▶ What you need to do
For this exercise, return only the lines in the records below from the one holding "Find all labels, markers" through the one holding "Enumerate all labels", including both, exactly as they appear and without pictures.

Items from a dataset
==========

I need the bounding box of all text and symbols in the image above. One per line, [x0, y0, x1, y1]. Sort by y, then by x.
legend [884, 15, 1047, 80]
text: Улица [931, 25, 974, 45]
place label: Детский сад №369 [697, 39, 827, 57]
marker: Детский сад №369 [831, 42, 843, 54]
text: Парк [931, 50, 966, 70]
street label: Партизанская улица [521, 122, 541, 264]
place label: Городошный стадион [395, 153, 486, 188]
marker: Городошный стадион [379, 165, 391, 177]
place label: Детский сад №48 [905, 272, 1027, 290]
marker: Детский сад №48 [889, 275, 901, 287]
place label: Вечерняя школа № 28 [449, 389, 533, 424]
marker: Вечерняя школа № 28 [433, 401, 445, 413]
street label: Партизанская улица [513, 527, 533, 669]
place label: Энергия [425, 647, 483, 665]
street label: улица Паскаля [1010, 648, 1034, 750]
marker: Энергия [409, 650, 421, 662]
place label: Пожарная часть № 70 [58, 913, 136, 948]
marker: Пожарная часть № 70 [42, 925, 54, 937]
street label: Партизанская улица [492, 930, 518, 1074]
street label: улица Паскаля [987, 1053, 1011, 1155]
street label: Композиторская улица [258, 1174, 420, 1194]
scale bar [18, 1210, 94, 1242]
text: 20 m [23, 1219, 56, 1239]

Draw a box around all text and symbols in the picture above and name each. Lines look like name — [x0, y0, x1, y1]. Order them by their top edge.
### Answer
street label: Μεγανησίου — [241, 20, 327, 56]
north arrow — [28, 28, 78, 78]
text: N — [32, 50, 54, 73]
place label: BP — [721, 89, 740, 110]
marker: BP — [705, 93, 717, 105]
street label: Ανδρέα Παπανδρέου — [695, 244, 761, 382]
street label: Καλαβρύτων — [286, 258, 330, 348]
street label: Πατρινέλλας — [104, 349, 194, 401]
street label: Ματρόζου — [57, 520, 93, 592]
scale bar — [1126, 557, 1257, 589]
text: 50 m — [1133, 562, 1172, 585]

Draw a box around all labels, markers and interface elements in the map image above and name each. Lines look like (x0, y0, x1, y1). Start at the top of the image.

==========

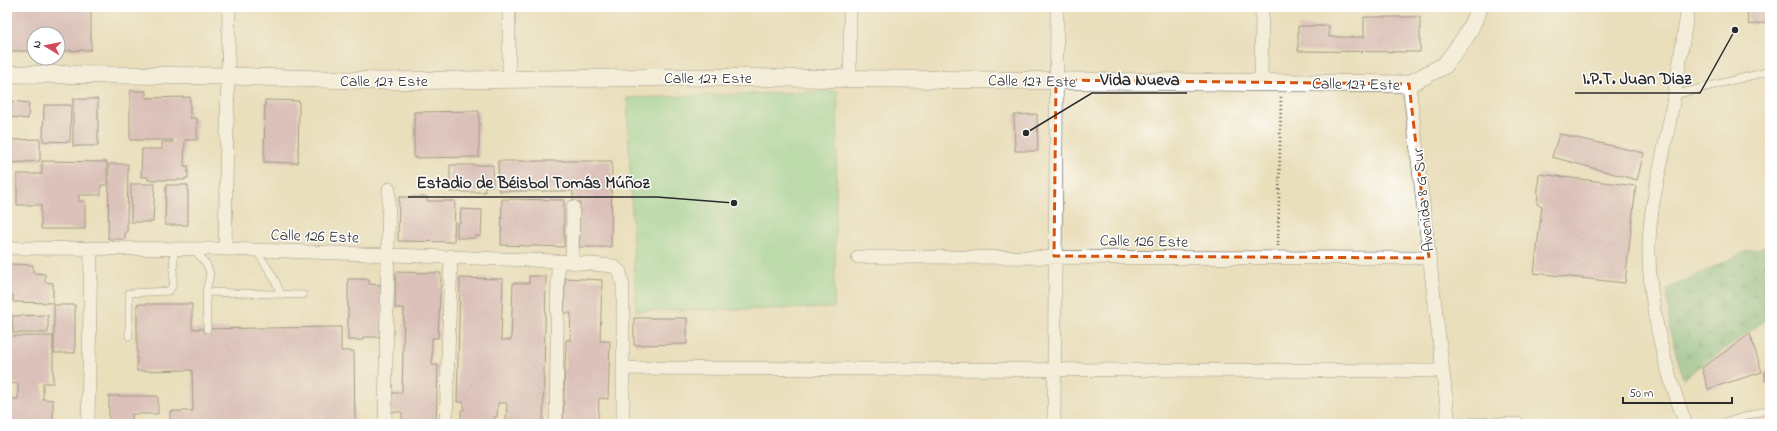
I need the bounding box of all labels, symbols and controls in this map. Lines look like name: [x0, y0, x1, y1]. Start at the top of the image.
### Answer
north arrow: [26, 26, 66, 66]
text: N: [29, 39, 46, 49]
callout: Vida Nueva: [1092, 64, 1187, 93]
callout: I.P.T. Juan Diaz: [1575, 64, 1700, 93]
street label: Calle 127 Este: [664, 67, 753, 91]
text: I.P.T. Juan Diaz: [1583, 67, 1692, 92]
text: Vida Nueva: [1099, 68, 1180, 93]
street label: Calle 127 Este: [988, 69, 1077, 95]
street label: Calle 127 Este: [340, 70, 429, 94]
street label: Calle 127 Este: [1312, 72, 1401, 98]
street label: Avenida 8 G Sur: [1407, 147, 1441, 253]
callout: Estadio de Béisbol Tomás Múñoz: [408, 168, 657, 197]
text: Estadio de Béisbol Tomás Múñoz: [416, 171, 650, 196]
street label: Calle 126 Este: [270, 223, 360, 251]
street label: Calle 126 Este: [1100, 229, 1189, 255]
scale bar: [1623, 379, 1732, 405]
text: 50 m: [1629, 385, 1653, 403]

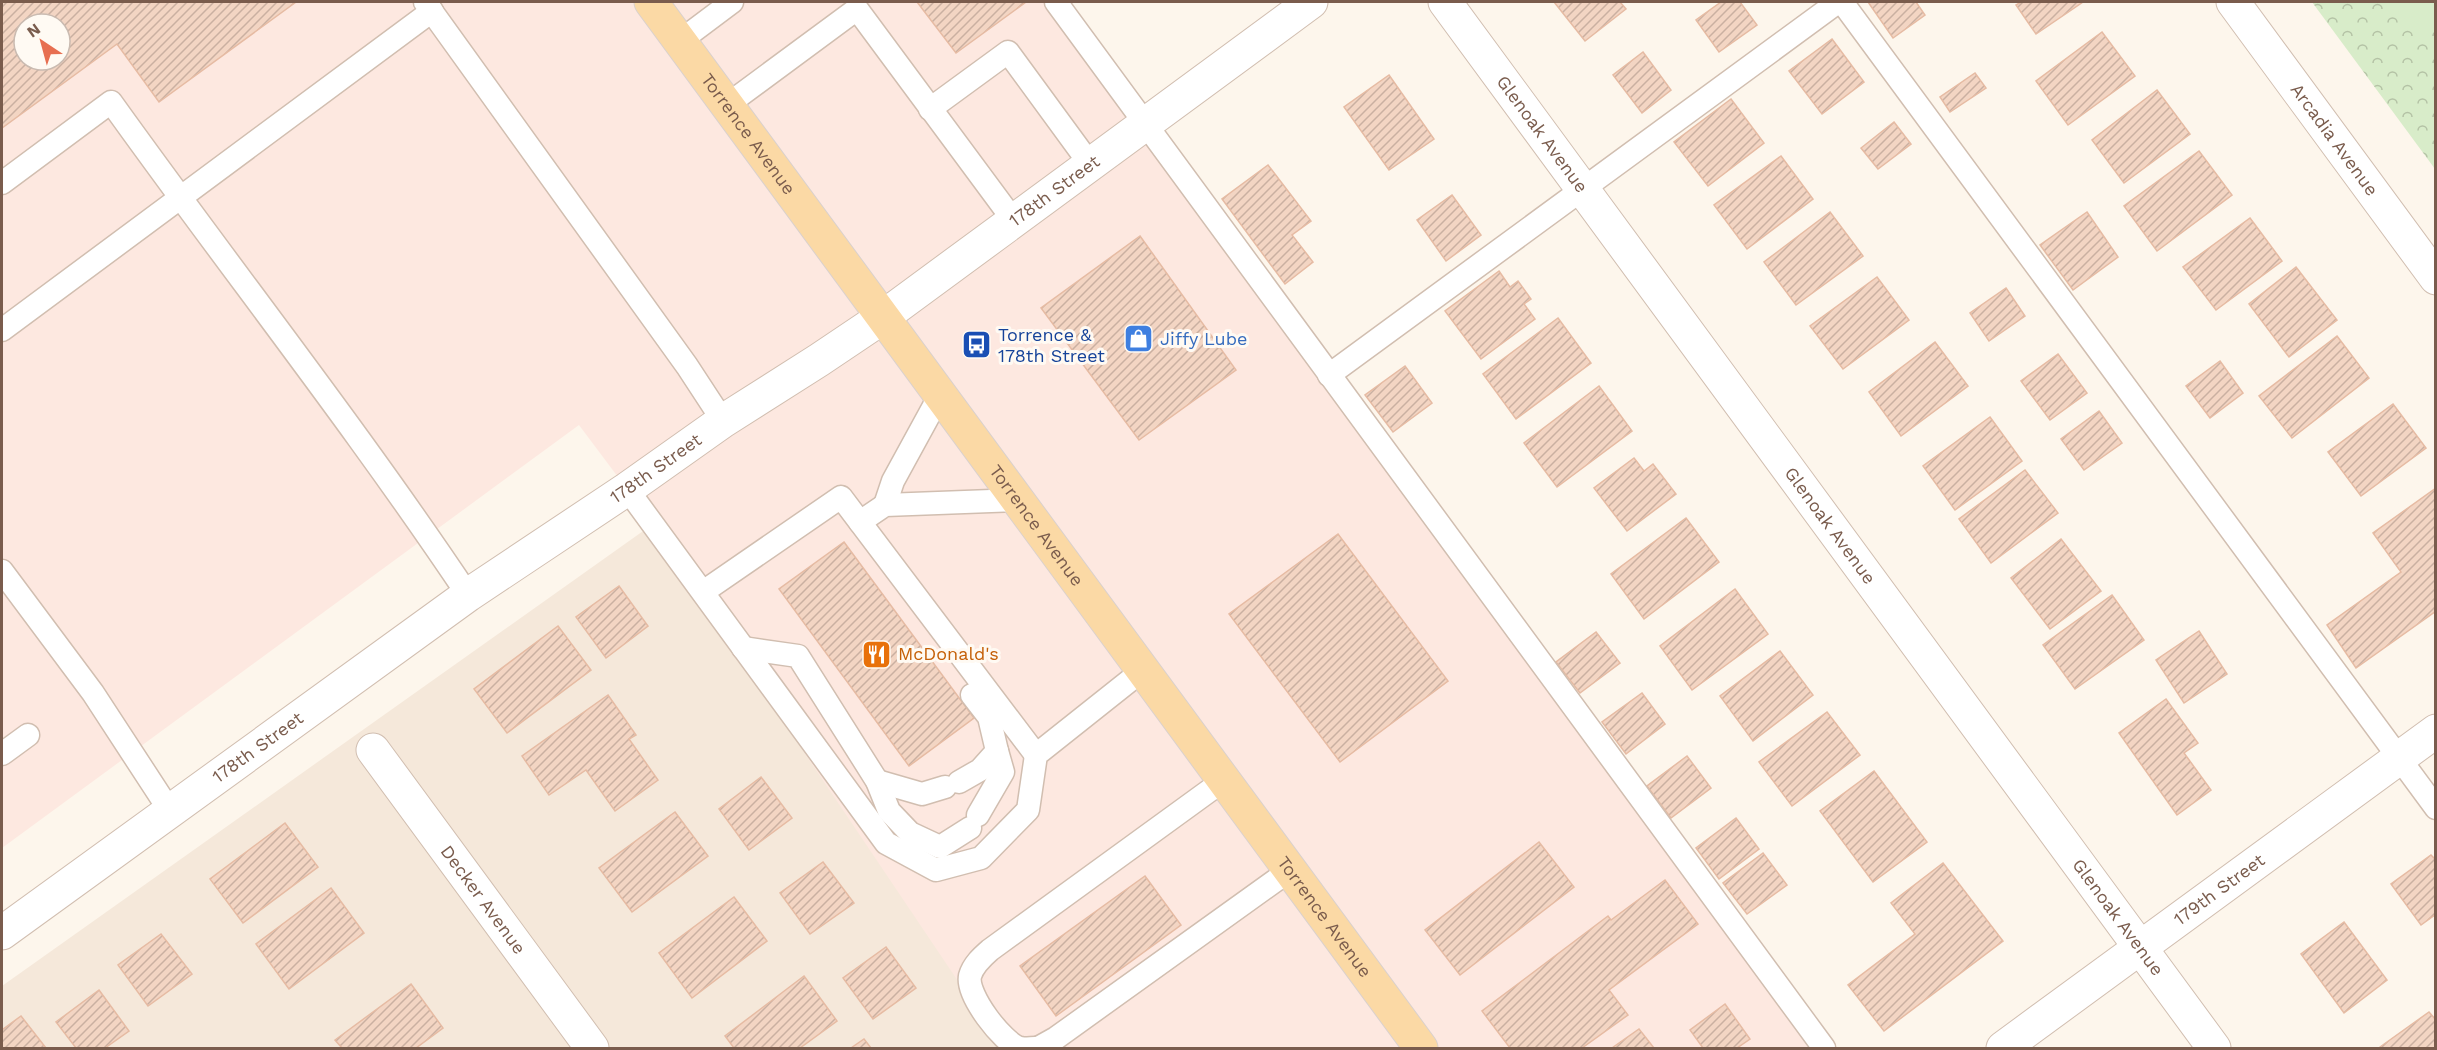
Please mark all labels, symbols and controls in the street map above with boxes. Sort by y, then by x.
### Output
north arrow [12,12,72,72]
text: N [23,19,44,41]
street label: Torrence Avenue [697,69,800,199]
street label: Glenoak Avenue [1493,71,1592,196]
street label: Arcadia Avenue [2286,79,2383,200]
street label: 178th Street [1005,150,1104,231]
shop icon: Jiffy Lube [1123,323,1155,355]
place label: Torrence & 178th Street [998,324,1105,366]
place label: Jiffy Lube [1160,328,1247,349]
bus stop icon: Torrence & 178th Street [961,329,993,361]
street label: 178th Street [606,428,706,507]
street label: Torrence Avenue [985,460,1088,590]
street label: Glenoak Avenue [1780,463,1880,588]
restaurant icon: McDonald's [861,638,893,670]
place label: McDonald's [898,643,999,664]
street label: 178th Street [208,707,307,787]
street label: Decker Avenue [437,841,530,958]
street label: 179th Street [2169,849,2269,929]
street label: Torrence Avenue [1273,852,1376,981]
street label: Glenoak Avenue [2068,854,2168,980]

==========

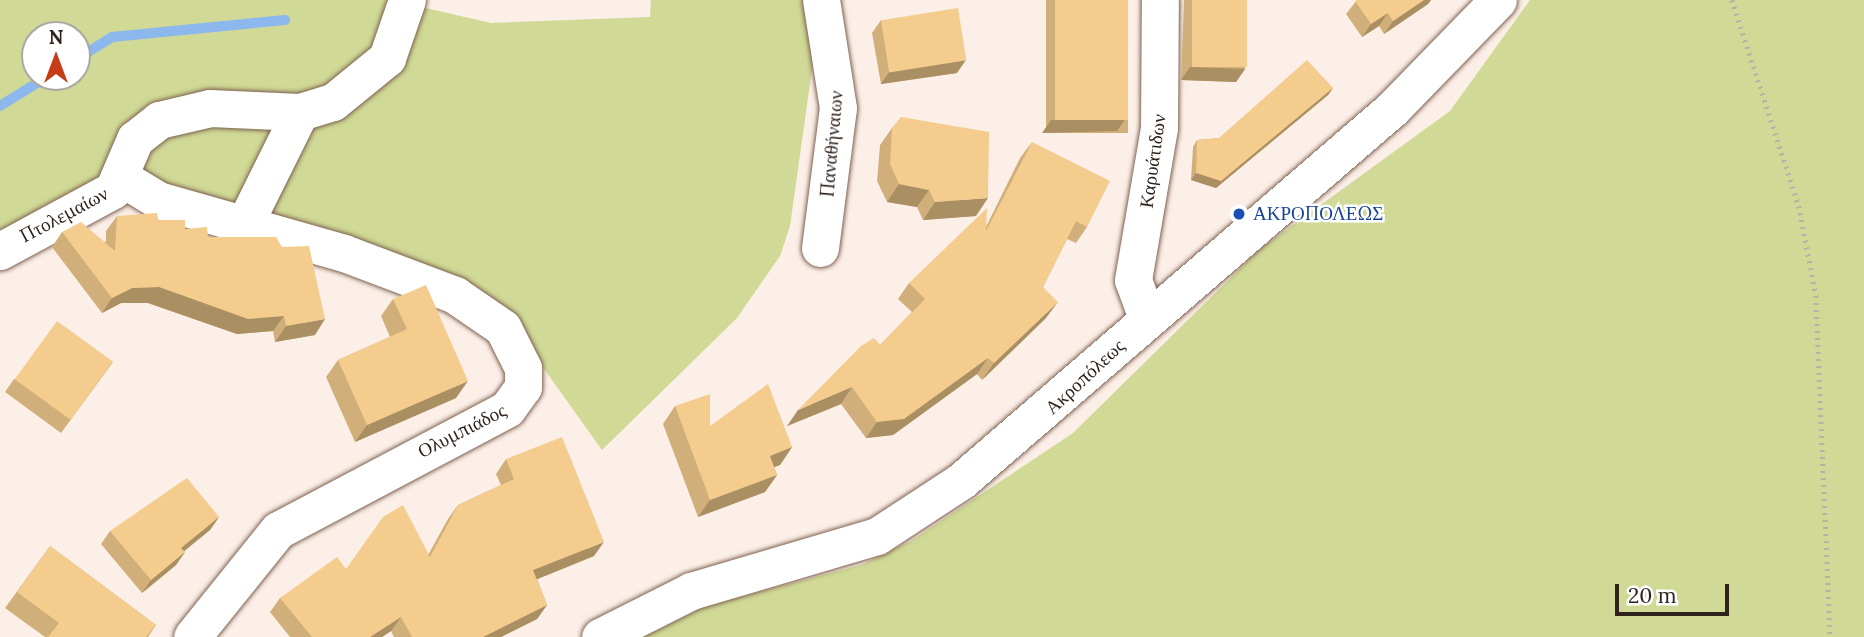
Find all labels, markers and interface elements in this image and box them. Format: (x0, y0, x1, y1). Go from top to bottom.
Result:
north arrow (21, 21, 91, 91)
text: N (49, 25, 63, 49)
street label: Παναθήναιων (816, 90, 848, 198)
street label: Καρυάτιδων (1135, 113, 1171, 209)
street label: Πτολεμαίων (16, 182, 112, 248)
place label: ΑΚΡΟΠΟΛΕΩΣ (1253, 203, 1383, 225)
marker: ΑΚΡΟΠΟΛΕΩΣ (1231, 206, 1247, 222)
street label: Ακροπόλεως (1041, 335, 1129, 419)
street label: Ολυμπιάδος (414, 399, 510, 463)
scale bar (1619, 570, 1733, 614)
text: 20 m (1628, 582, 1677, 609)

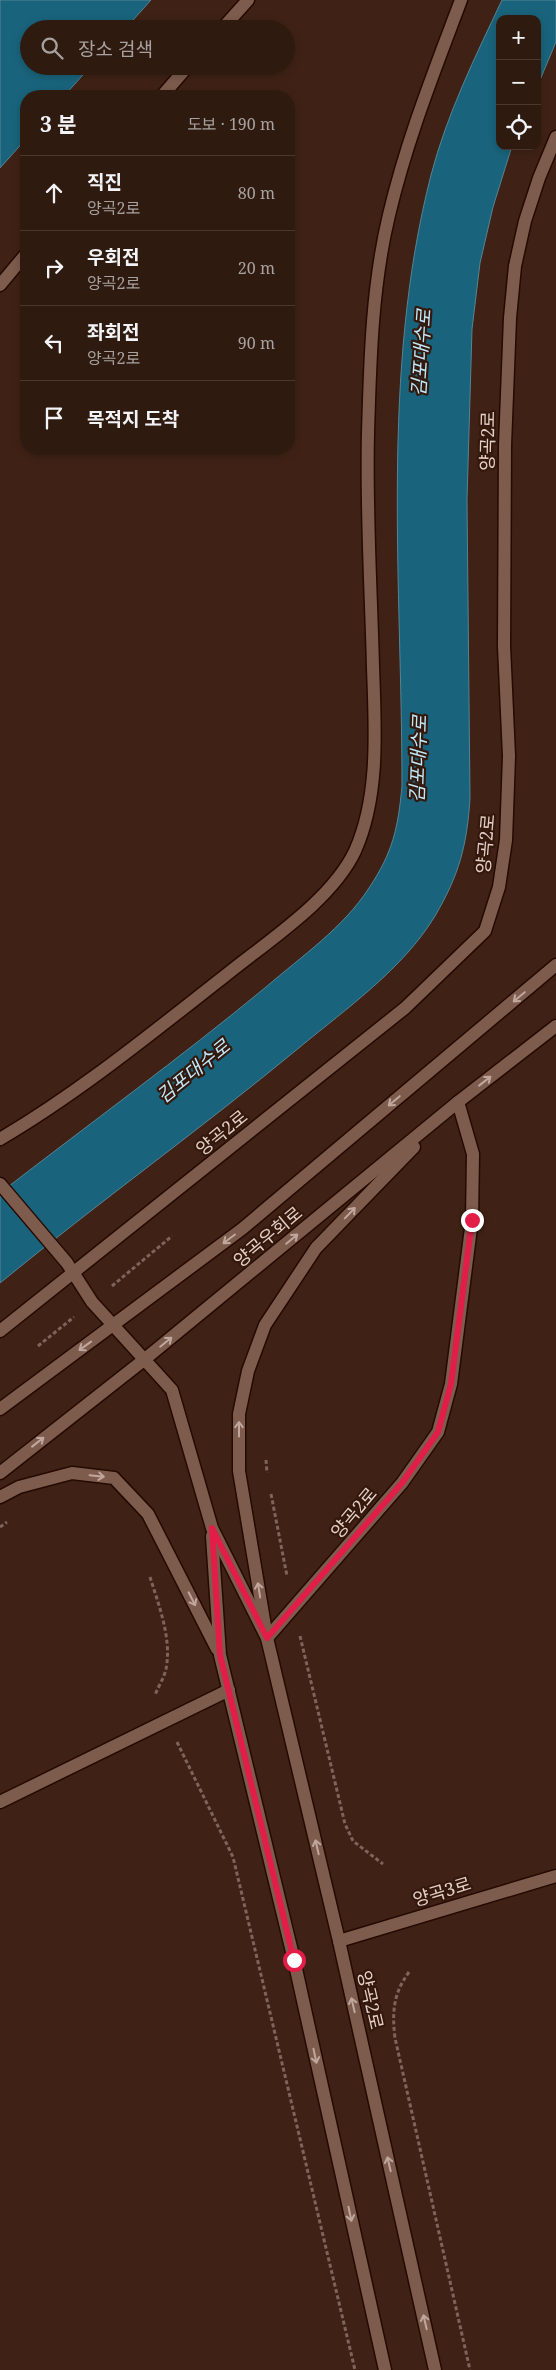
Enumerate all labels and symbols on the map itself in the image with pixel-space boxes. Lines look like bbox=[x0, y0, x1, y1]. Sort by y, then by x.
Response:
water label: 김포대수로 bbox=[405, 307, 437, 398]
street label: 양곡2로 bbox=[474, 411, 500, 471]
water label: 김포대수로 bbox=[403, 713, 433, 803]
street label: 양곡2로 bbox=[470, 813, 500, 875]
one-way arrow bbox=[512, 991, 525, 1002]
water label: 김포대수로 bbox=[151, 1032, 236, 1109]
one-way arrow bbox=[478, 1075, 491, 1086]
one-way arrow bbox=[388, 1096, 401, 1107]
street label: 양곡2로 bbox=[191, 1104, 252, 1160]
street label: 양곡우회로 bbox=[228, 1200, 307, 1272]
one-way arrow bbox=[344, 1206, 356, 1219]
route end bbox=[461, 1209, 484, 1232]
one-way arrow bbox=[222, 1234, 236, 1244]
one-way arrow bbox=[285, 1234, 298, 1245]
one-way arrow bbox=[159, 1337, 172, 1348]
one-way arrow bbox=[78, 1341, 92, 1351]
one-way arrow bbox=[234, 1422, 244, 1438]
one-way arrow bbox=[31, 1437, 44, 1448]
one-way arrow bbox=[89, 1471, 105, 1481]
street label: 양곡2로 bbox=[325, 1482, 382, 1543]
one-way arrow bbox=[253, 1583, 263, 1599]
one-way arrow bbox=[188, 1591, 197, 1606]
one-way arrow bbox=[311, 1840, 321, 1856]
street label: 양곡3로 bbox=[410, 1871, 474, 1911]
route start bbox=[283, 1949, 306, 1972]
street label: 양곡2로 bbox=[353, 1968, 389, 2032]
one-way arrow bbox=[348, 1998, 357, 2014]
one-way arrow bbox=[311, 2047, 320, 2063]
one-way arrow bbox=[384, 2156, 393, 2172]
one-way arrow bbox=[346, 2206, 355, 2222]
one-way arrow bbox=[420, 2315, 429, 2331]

==========

▶ Expected output
Find all labels, markers and interface elements in this image and box them. Format: (x0, y0, x1, y1). Go from top to bottom.
Result:
north arrow (21, 21, 91, 91)
text: N (49, 25, 63, 49)
street label: Παναθήναιων (816, 90, 848, 198)
street label: Καρυάτιδων (1135, 113, 1171, 209)
street label: Πτολεμαίων (16, 182, 112, 248)
place label: ΑΚΡΟΠΟΛΕΩΣ (1253, 203, 1383, 225)
marker: ΑΚΡΟΠΟΛΕΩΣ (1231, 206, 1247, 222)
street label: Ακροπόλεως (1041, 335, 1129, 419)
street label: Ολυμπιάδος (414, 399, 510, 463)
scale bar (1619, 570, 1733, 614)
text: 20 m (1628, 582, 1677, 609)

Enumerate all labels and symbols on the map itself in the image with pixel-space boxes. Lines look like bbox=[x0, y0, x1, y1]. Sort by y, then by x.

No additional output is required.